In order to test the effect of rosiglitazone in each of the cytokine conditions, a paired t-test was performed. All statistical tests were performed using GraphPad Prism 5.04. Values of p<0.05 were considered significant.
3. RESULTS
3.1 Macrophages polarized with IFNγ/TNFα associate with less oxLDL and have reduced CD36 and MSR1 expression
To evaluate the ability of different macrophage sub-phenotypes to associate with oxLDL, macrophages were treated with IL-4/13, IFNγ/TNFα, IL-10 or left untreated and subsequently exposed to DiI-labeled oxLDL for 4 hours at 37°C. A one-way analysis of variance showed that very significant differences in oxLDL cellular association were detected among our macrophage sub-phenotypes (p=0.003). Post hoc analyses using Tukey’s multiple comparisons test revealed an 86% decrease in oxLDL cellular association in our IFNγ/TNFα treated macrophages compared with untreated controls (p<0.05, Figure 1A). This significant decrease led us to investigate the expression of two of the primary scavenger receptors involved in oxLDL metabolism, CD36 and MSR1. There was a moderate 14% decrease in MSR1 mRNA in macrophages treated with IL-10 (p=0.02, Figure 1B), and a 30% reduction in MSR1 protein for both IL-4/13 and IL-10 treated macrophages (p=0.03, p=0.03). IFNγ/TNFα treated macrophages also had a 57% decrease in MSR1 protein as determined by Western blotting (p=0.0004, Figure 1C). CD36 mRNA was reduced by 51% and 49% in IL-4/13 and IFNγ/TNFα treated macrophages, respectively (p=0.006, p=0.003 Figure 1D). A corresponding 46% decrease in cell surface CD36 protein expression was observed for IFNγ/TNFα treated macrophages when evaluated by flow cytometry (p=0.002, Figure 1E).

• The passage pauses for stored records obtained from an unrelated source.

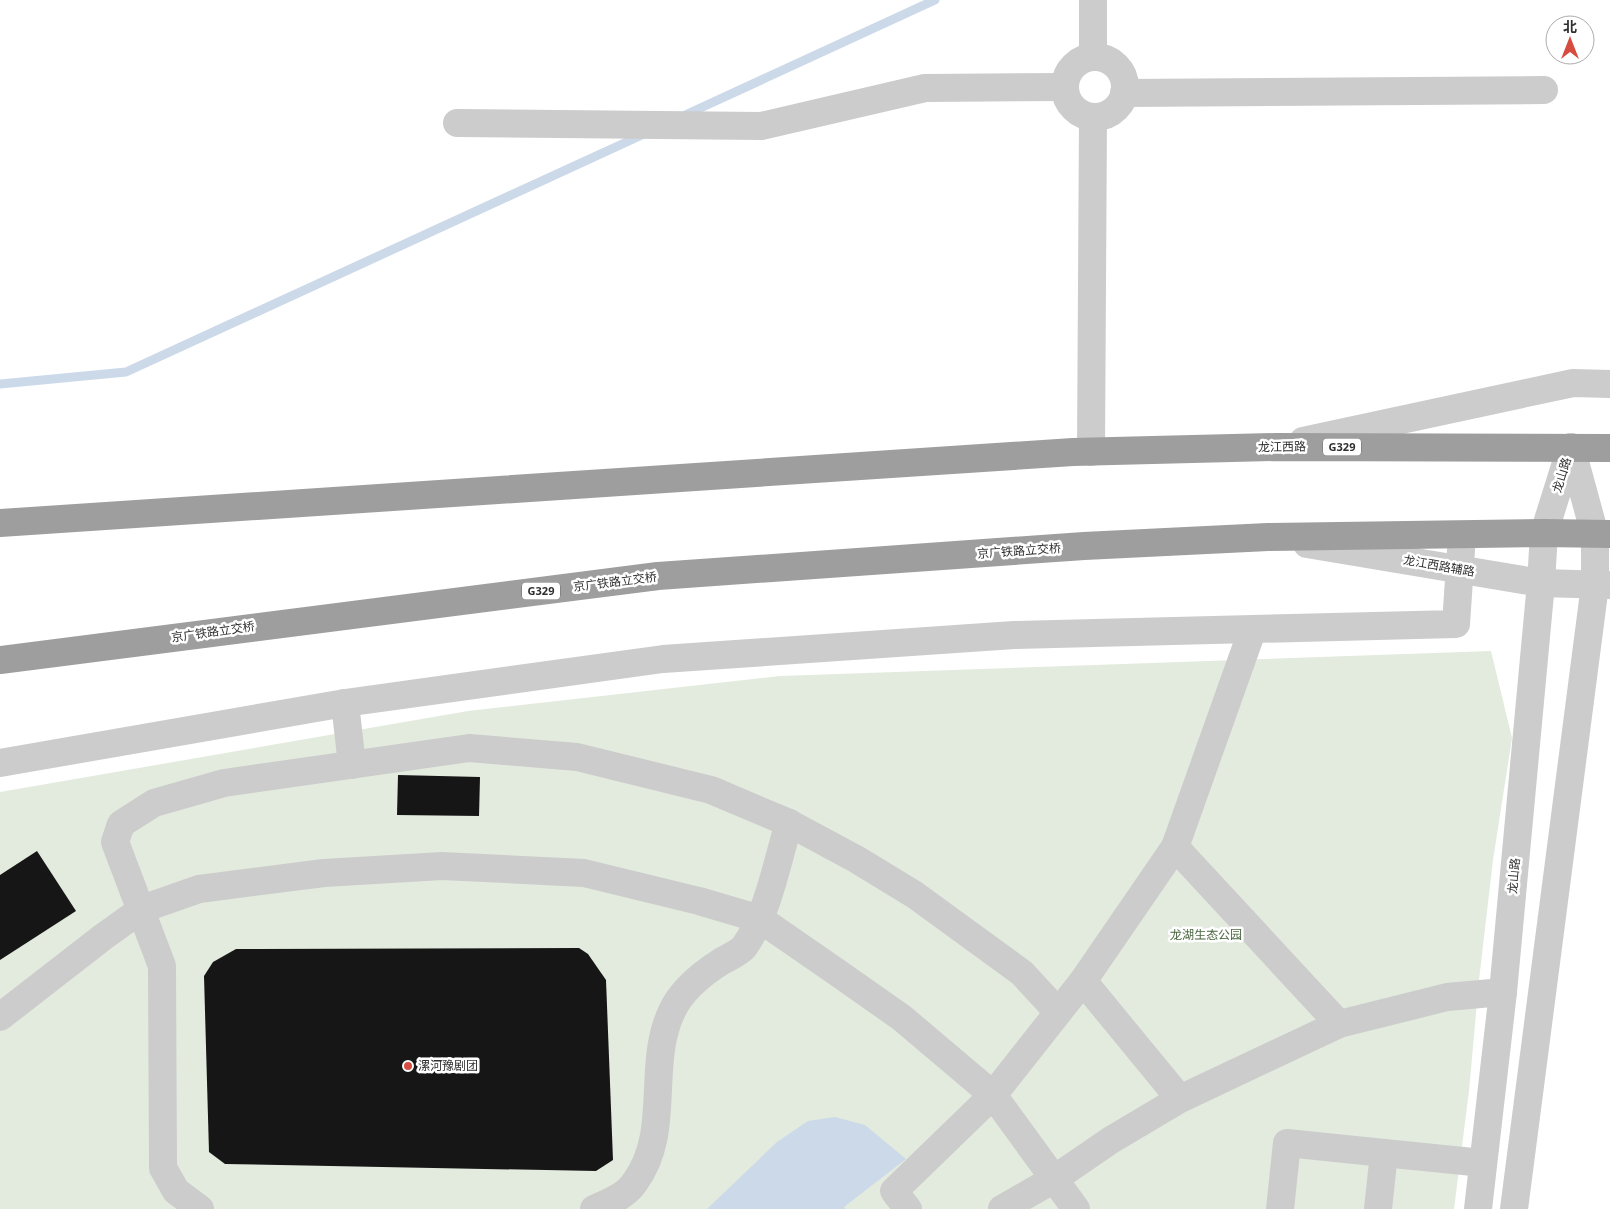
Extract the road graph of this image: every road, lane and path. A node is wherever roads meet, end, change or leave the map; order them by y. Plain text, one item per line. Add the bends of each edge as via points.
1 (1092, 0) edge
2 (1093, 57) junction
3 (1065, 87) junction
4 (1544, 90) dead end
5 (1124, 93) junction
6 (1093, 117) junction
7 (457, 124) dead end
8 (1610, 384) edge
9 (1276, 447) junction
10 (1571, 447) junction
11 (1610, 448) edge
12 (1082, 452) junction
13 (0, 523) edge
14 (1544, 533) junction
15 (1462, 535) junction
16 (1602, 535) edge
17 (1268, 537) junction
18 (1460, 569) junction
19 (1541, 583) junction
20 (1603, 585) edge
21 (1252, 630) junction
22 (0, 660) edge
23 (345, 704) junction
24 (0, 763) edge
25 (352, 765) junction
26 (789, 823) junction
27 (1175, 847) junction
28 (142, 909) junction
29 (760, 919) junction
30 (1083, 982) junction
31 (1503, 992) junction
32 (1058, 1012) junction
33 (0, 1017) edge
34 (1339, 1024) junction
35 (993, 1095) junction
36 (1180, 1099) junction
37 (1384, 1153) junction
38 (1483, 1163) junction
39 (1054, 1179) junction
40 (200, 1209) edge
41 (594, 1209) edge
42 (908, 1209) edge
43 (1002, 1209) edge
44 (1076, 1209) edge
45 (1280, 1209) edge
46 (1378, 1209) edge
47 (1478, 1209) edge
48 (1514, 1209) edge

1 - 2 street
2 - 3 street via 1076,63 1070,70
2 - 5 street via 1111,61 1118,67 1123,75
3 - 6 street via 1070,104 1077,111
3 - 7 street via 925,88 761,126
4 - 5 street
5 - 6 street via 1116,108
6 - 12 street
8 - 9 street via 1574,383
9 - 10 highway, 龙江西路 / G329
9 - 12 highway, 龙江西路 / G329
10 - 11 highway, 龙江西路 / G329
10 - 14 street, 龙山路
10 - 16 street, 龙山路
12 - 13 highway, G329
14 - 15 highway, G329
14 - 16 highway, G329
14 - 19 street, 龙山路
15 - 17 highway, G329
15 - 18 street
16 - 20 street, 龙山路
17 - 18 street, 龙江西路辅路
17 - 22 highway, 京广铁路立交桥 / G329 via 1084,546 658,576
18 - 19 street, 龙江西路辅路
18 - 21 street via 1456,624
19 - 20 street, 龙江西路辅路
19 - 31 street, 龙山路
20 - 48 street, 龙山路
21 - 23 street via 1014,635 663,659
21 - 27 street
23 - 24 street
23 - 25 street
25 - 26 street via 469,748 577,757 711,790
25 - 28 street via 224,783 154,804 121,824 116,842
26 - 29 street
26 - 32 street via 915,895 1022,973
27 - 30 street
27 - 34 street
28 - 29 street via 199,889 324,873 442,866 584,873
28 - 33 street
28 - 40 street via 162,966 163,1168 176,1191
29 - 35 street via 902,1018
29 - 41 street via 743,948 699,975 672,1010 662,1039 651,1151 635,1183 619,1197
30 - 32 street
30 - 36 street
31 - 34 street via 1447,997
31 - 38 street, 龙山路
32 - 35 street
34 - 36 street
35 - 39 street
35 - 42 street via 894,1191
36 - 39 street
37 - 38 street
37 - 45 street via 1287,1143
37 - 46 street
38 - 47 street, 龙山路
39 - 43 street
39 - 44 street

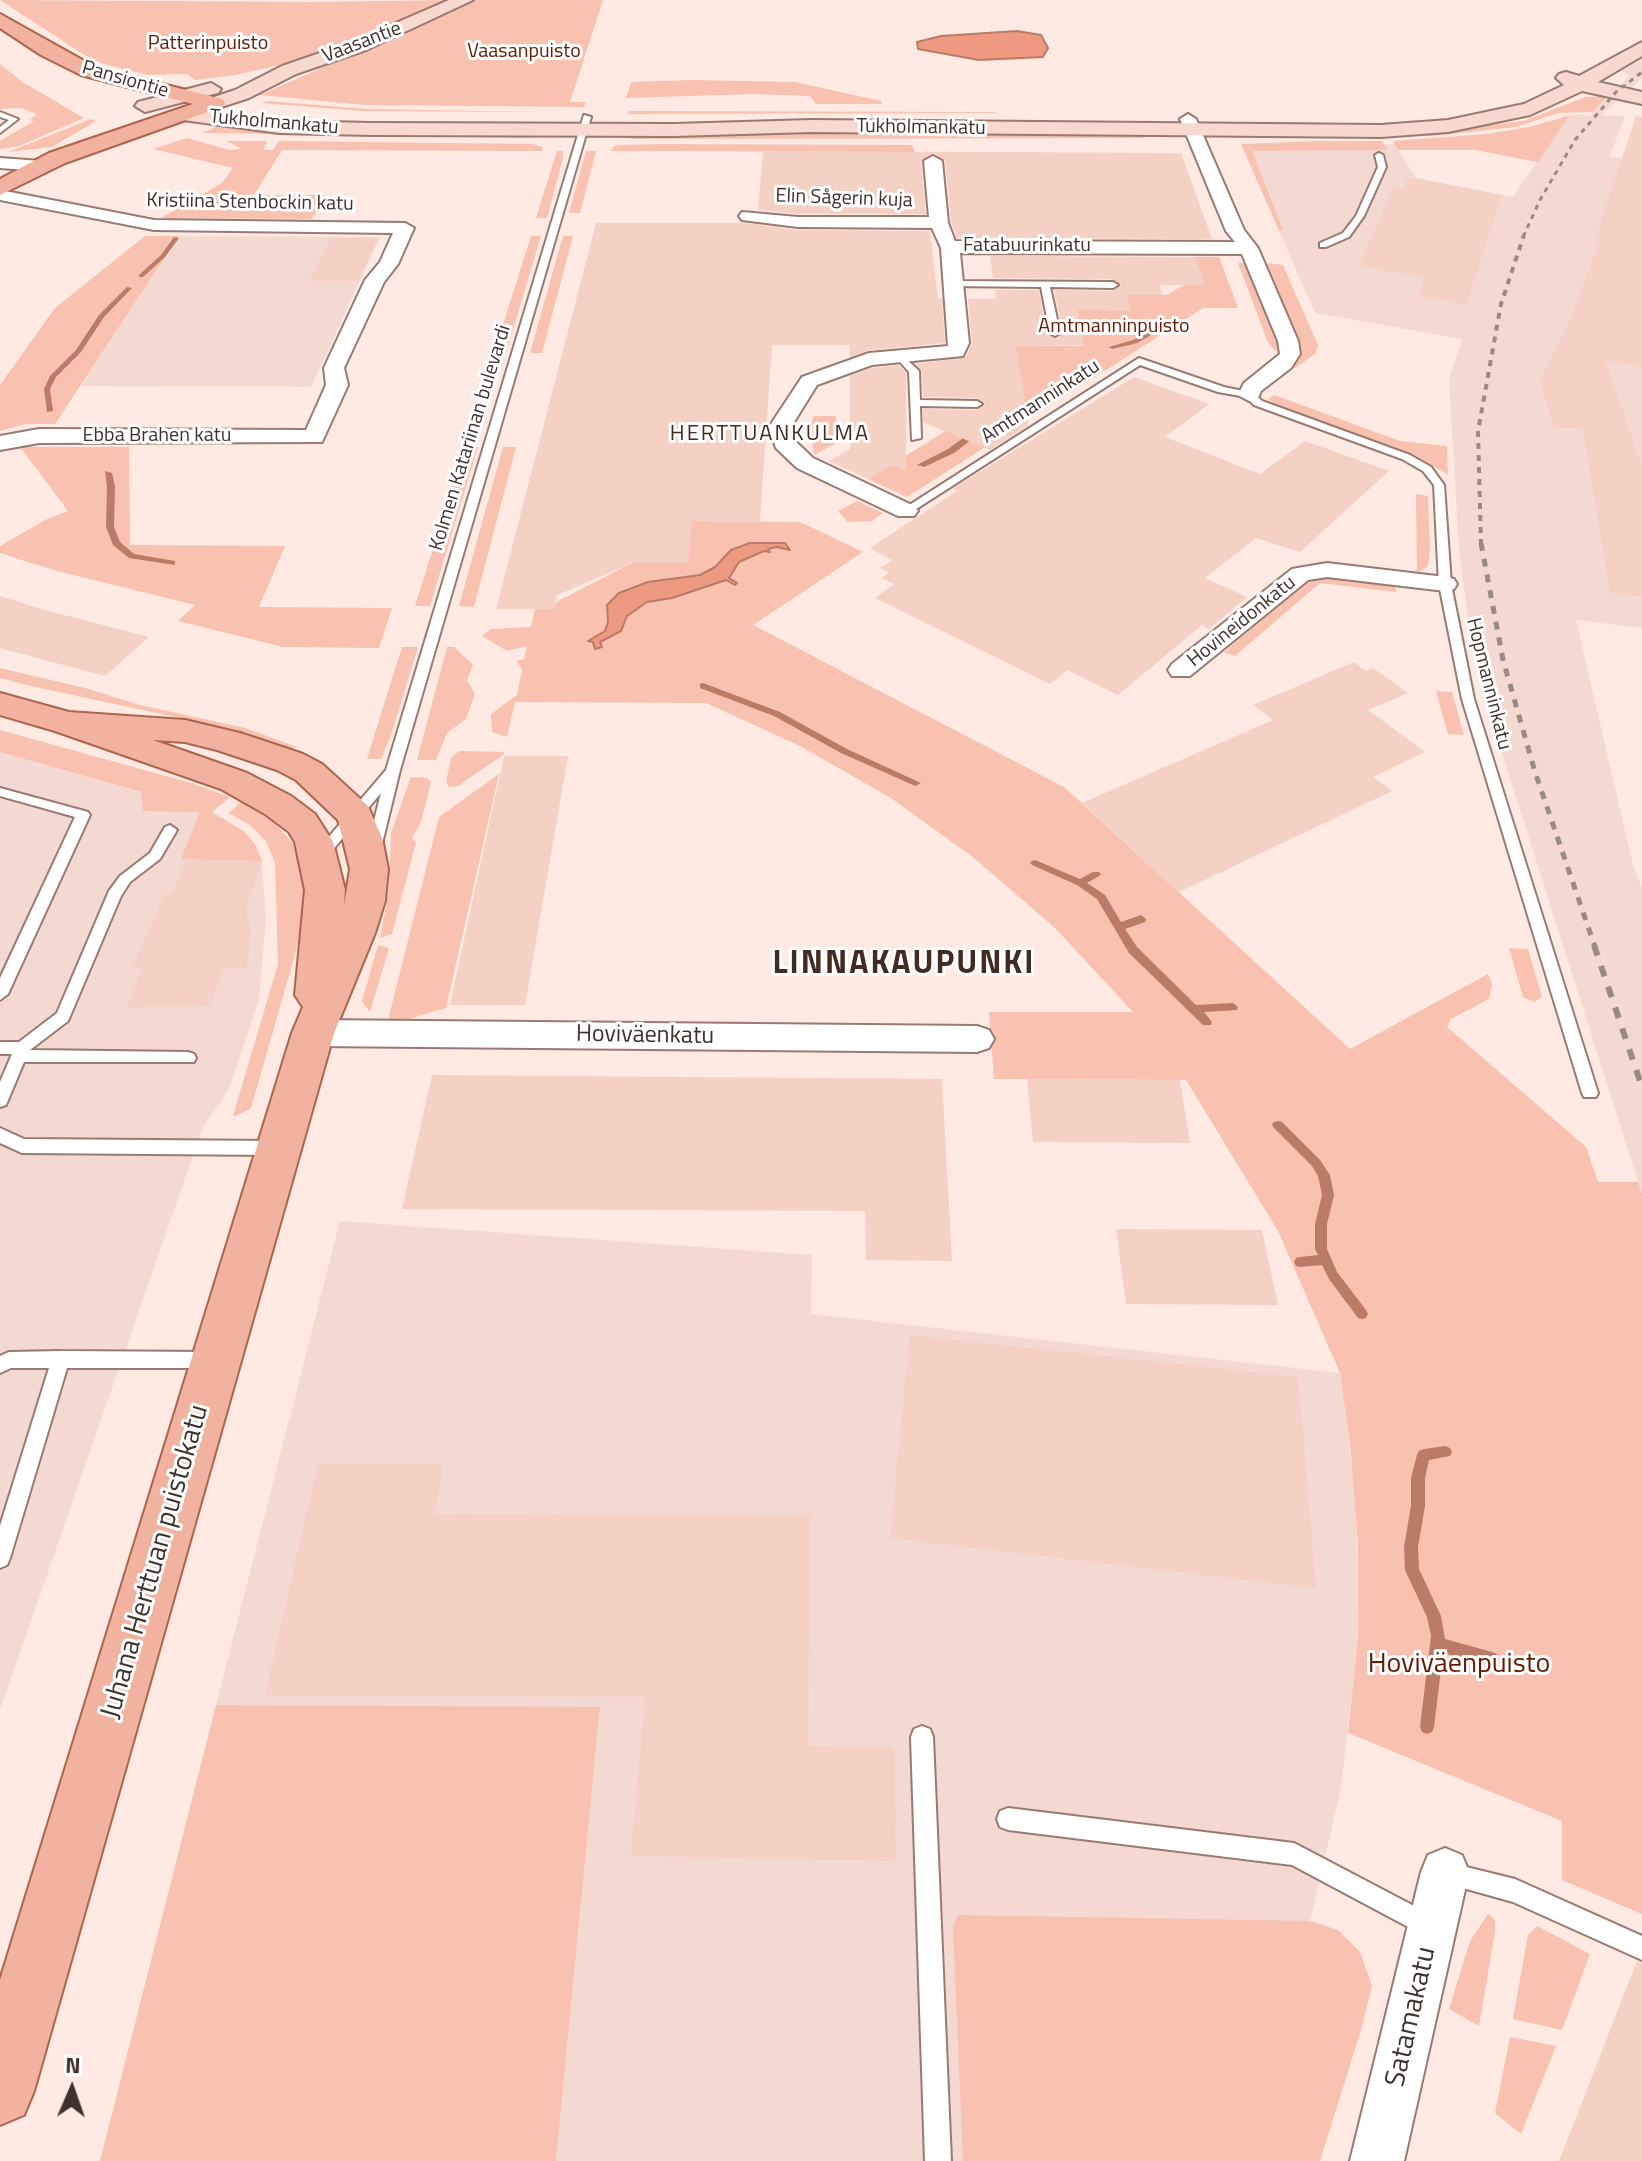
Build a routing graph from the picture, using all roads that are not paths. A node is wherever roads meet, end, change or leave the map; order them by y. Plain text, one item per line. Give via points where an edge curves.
1 (464, 0) edge
2 (0, 20) edge
3 (1642, 26) edge
4 (0, 37) edge
5 (1642, 48) edge
6 (303, 65) junction
7 (1582, 71) junction
8 (280, 74) junction
9 (1642, 89) edge
10 (147, 97) junction
11 (1642, 98) edge
12 (215, 103) junction
13 (182, 105) junction
14 (0, 114) edge
15 (585, 123) junction
16 (1190, 125) junction
17 (0, 131) edge
18 (1217, 133) junction
19 (1379, 155) dead end
20 (933, 161) dead end
21 (49, 162) junction
22 (0, 163) edge
23 (7, 180) edge
24 (0, 195) edge
25 (748, 216) dead end
26 (1250, 217) dead end
27 (939, 223) junction
28 (1323, 245) dead end
29 (950, 247) junction
30 (1249, 248) junction
31 (953, 284) junction
32 (1045, 284) junction
33 (1113, 285) dead end
34 (1055, 333) dead end
35 (899, 355) junction
36 (1249, 395) junction
37 (915, 403) junction
38 (977, 404) dead end
39 (314, 437) joint
40 (916, 438) dead end
41 (0, 443) edge
42 (906, 511) joint
43 (1445, 584) junction
44 (1181, 670) dead end
45 (0, 704) edge
46 (68, 723) junction
47 (393, 770) junction
48 (0, 792) edge
49 (355, 815) junction
50 (170, 830) dead end
51 (320, 856) junction
52 (369, 869) junction
53 (0, 994) edge
54 (313, 1033) junction
55 (977, 1039) dead end
56 (0, 1048) edge
57 (21, 1052) junction
58 (188, 1058) dead end
59 (1590, 1093) dead end
60 (0, 1101) edge
61 (0, 1135) edge
62 (281, 1148) junction
63 (61, 1359) junction
64 (216, 1360) junction
65 (0, 1365) edge
66 (0, 1558) edge
67 (922, 1737) dead end
68 (1008, 1819) dead end
69 (1445, 1872) joint
70 (1432, 1928) junction
71 (1642, 1948) edge
72 (0, 2091) edge
73 (938, 2161) edge
74 (1377, 2161) edge

1 - 6 main road, Vaasantie
2 - 10 main road, Pansiontie via 67,62
3 - 7 main road, Tukholmankatu
4 - 10 main road, Pansiontie via 69,81
5 - 7 main road, Tukholmankatu
6 - 8 main road, Vaasantie
6 - 10 main road, Vaasantie
7 - 9 main road
7 - 11 main road
7 - 18 main road, Tukholmankatu via 1556,74 1505,99 1424,115
7 - 18 main road, Tukholmankatu via 1530,109 1448,126
8 - 12 main road, Vaasantie
8 - 13 main road, Vaasantie
10 - 13 main road, Pansiontie
10 - 21 main road
12 - 13 main road
12 - 15 main road, Tukholmankatu via 277,112
13 - 15 main road, Tukholmankatu via 249,124 306,128
13 - 21 main road
14 - 17 lane via 14,119
15 - 16 main road, Tukholmankatu
15 - 47 lane, Kolmen Katariinan bulevardi
16 - 18 main road, Tukholmankatu
16 - 30 street via 1235,231
19 - 28 lane via 1382,167 1360,216 1346,235
20 - 27 street
21 - 22 street
21 - 23 main road
24 - 39 street, Kristiina Stenbockin katu via 154,225 405,228 334,368 337,385
25 - 27 street, Elin Sågerin kuja via 798,222
26 - 30 street via 1255,231
27 - 29 street
29 - 30 street, Fatabuurinkatu
29 - 31 street, Fatabuurinkatu
30 - 36 street via 1290,354
31 - 32 lane
31 - 35 street, Fatabuurinkatu via 959,347 948,354
32 - 33 lane
32 - 34 lane
35 - 37 lane via 914,371
35 - 42 street, Fatabuurinkatu via 869,359 809,381 780,427 784,443 805,463
36 - 42 lane, Amtmanninkatu via 1139,361
36 - 43 lane, Hopmanninkatu via 1427,469 1439,485
37 - 38 lane
37 - 40 lane
39 - 41 street, Ebba Brahen katu via 39,436
43 - 44 street, Hovineidonkatu via 1327,570 1301,574
43 - 59 lane, Hopmanninkatu via 1468,699
45 - 46 main road, Juhana Herttuan puistokatu
46 - 49 main road, Juhana Herttuan puistokatu via 185,731 267,753 309,772
46 - 51 main road, Juhana Herttuan puistokatu via 252,789 302,823
47 - 49 lane, Kolmen Katariinan bulevardi
47 - 52 lane, Kolmen Katariinan bulevardi
48 - 53 lane via 83,815
49 - 51 lane, Kolmen Katariinan bulevardi
49 - 52 main road, Juhana Herttuan puistokatu
50 - 57 lane via 155,856 125,879 114,895 63,1017
51 - 54 main road, Juhana Herttuan puistokatu via 325,890
52 - 54 main road, Juhana Herttuan puistokatu via 355,933
54 - 55 street, Hoviväenkatu
54 - 62 main road, Juhana Herttuan puistokatu
56 - 57 lane
57 - 58 lane
57 - 60 lane
61 - 62 lane via 22,1146
62 - 64 main road, Juhana Herttuan puistokatu
63 - 64 lane
63 - 65 lane via 9,1360
63 - 66 lane
64 - 72 main road, Juhana Herttuan puistokatu
67 - 73 lane
68 - 70 lane via 1294,1854
69 - 70 street, Satamakatu
69 - 71 lane via 1515,1891
70 - 74 street, Satamakatu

3.2 Macrophages treated with IFNγ/TNFα accumulate less total cholesterol when treated with oxLDL
To determine if differences in oxLDL cellular association were related to changes in the concentration of cellular cholesterol over a longer incubation time, we measured the amount of cholesterol accumulated by different macrophage sub-phenotypes over a 24-hour time period following treatment with 50 μg/ml of oxLDL. Differences were detected among our macrophage sub-phenotypes (p<0.0001). Post-hoc analysis revealed that IFNγ/TNFα treatment led to a 30% reduction in accumulated cholesterol compared to untreated controls (p<0.01) while IL-10 treatment caused a modest but significant 1.2-fold increase (p<0.05, Figure 2A). We analyzed CD36 and MSR1 mRNA and protein once again to address whether changes in scavenger receptor expression were responsible for the observed differences using different cholesterol loading conditions. No changes were seen in MSR1 mRNA (Figure 2B), but IL-4/13 and IFNγ/TNFα caused a 21% and 54% reduction in MSR1 protein, respectively, as assessed by Western blot (p=0.007, p=0.0001, Figure 2C). CD36 mRNA and cell surface protein expression were reduced by 50% and 81% in IFNγ/TNFα treated macrophages respectively (p=0.01, p<0.0001), corresponding to a reduction in cholesterol accumulation (Figure 2D and E). Cholesterol accumulation was measured in macrophages treated with either IFNγ or TNFα individually in order to determine if both cytokines were capable of affecting cholesterol homeostasis. Both IFNγ and TNFα decreased total cholesterol accumulated to a similar degree (33%, p=0.012, and 28%, p=0.027, respectively, Figure 3A). We found that TNFα caused a 69% reduction in MSR1 mRNA (p=0.0006) while IFNγ and TNFα also caused a 30% and 68% reduction in MSR1 protein levels, respectively (p=0.003, p=0.03, Figure 3C). We also found that both IFNγ and TNFα were capable of causing a reduction in CD36 mRNA levels (27%, p<0.05 and 40%, p<0.05, respectively) as well a corresponding reduction in cell surface CD36 protein levels (35%, p<0.05, and 44%, p=0.006 respectively (Figure 3E).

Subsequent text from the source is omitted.